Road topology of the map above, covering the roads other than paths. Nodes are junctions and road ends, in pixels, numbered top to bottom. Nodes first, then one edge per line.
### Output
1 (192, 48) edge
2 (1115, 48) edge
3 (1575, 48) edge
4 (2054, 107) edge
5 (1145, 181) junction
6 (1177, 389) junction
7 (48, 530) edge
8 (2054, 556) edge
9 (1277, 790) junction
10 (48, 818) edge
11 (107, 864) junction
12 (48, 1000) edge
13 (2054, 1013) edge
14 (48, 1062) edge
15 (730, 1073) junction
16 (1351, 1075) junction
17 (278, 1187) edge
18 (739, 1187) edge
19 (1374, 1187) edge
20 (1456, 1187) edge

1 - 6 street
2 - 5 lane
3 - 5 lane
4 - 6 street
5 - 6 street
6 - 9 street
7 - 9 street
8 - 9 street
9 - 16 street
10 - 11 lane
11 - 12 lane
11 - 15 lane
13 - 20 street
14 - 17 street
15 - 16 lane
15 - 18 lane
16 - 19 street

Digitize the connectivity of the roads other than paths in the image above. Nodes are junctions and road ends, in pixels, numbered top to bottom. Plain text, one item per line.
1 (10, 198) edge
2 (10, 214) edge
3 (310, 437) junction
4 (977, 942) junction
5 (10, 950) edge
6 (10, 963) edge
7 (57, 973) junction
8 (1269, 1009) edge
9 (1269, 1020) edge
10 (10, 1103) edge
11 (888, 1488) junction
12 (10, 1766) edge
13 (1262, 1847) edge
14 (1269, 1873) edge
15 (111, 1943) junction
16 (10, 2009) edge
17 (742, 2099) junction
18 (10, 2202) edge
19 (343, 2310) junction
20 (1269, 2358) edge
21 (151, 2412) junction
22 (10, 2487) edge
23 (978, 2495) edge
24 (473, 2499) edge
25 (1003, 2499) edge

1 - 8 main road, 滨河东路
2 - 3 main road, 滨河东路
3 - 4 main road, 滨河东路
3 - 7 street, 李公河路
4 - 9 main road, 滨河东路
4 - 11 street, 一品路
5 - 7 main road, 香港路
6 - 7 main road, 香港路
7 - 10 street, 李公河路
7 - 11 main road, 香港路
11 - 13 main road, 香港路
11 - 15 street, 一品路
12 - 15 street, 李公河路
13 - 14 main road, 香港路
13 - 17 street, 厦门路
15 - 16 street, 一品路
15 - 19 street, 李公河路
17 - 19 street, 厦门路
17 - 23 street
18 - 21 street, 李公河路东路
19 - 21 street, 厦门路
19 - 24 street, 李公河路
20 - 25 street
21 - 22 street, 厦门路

——————

▶ _Task to complete_: Each line above should be copied exactly, with no line missing.

▶ _Answer area_:
Road topology of the map above, covering the roads other than paths. Nodes are junctions and road ends, in pixels, numbered top to bottom. Nodes first, then one edge per line.
### Output
1 (192, 48) edge
2 (1115, 48) edge
3 (1575, 48) edge
4 (2054, 107) edge
5 (1145, 181) junction
6 (1177, 389) junction
7 (48, 530) edge
8 (2054, 556) edge
9 (1277, 790) junction
10 (48, 818) edge
11 (107, 864) junction
12 (48, 1000) edge
13 (2054, 1013) edge
14 (48, 1062) edge
15 (730, 1073) junction
16 (1351, 1075) junction
17 (278, 1187) edge
18 (739, 1187) edge
19 (1374, 1187) edge
20 (1456, 1187) edge

1 - 6 street
2 - 5 lane
3 - 5 lane
4 - 6 street
5 - 6 street
6 - 9 street
7 - 9 street
8 - 9 street
9 - 16 street
10 - 11 lane
11 - 12 lane
11 - 15 lane
13 - 20 street
14 - 17 street
15 - 16 lane
15 - 18 lane
16 - 19 street

Digitize the connectivity of the roads other than paths in the image above. Nodes are junctions and road ends, in pixels, numbered top to bottom. Plain text, one item per line.
1 (10, 198) edge
2 (10, 214) edge
3 (310, 437) junction
4 (977, 942) junction
5 (10, 950) edge
6 (10, 963) edge
7 (57, 973) junction
8 (1269, 1009) edge
9 (1269, 1020) edge
10 (10, 1103) edge
11 (888, 1488) junction
12 (10, 1766) edge
13 (1262, 1847) edge
14 (1269, 1873) edge
15 (111, 1943) junction
16 (10, 2009) edge
17 (742, 2099) junction
18 (10, 2202) edge
19 (343, 2310) junction
20 (1269, 2358) edge
21 (151, 2412) junction
22 (10, 2487) edge
23 (978, 2495) edge
24 (473, 2499) edge
25 (1003, 2499) edge

1 - 8 main road, 滨河东路
2 - 3 main road, 滨河东路
3 - 4 main road, 滨河东路
3 - 7 street, 李公河路
4 - 9 main road, 滨河东路
4 - 11 street, 一品路
5 - 7 main road, 香港路
6 - 7 main road, 香港路
7 - 10 street, 李公河路
7 - 11 main road, 香港路
11 - 13 main road, 香港路
11 - 15 street, 一品路
12 - 15 street, 李公河路
13 - 14 main road, 香港路
13 - 17 street, 厦门路
15 - 16 street, 一品路
15 - 19 street, 李公河路
17 - 19 street, 厦门路
17 - 23 street
18 - 21 street, 李公河路东路
19 - 21 street, 厦门路
19 - 24 street, 李公河路
20 - 25 street
21 - 22 street, 厦门路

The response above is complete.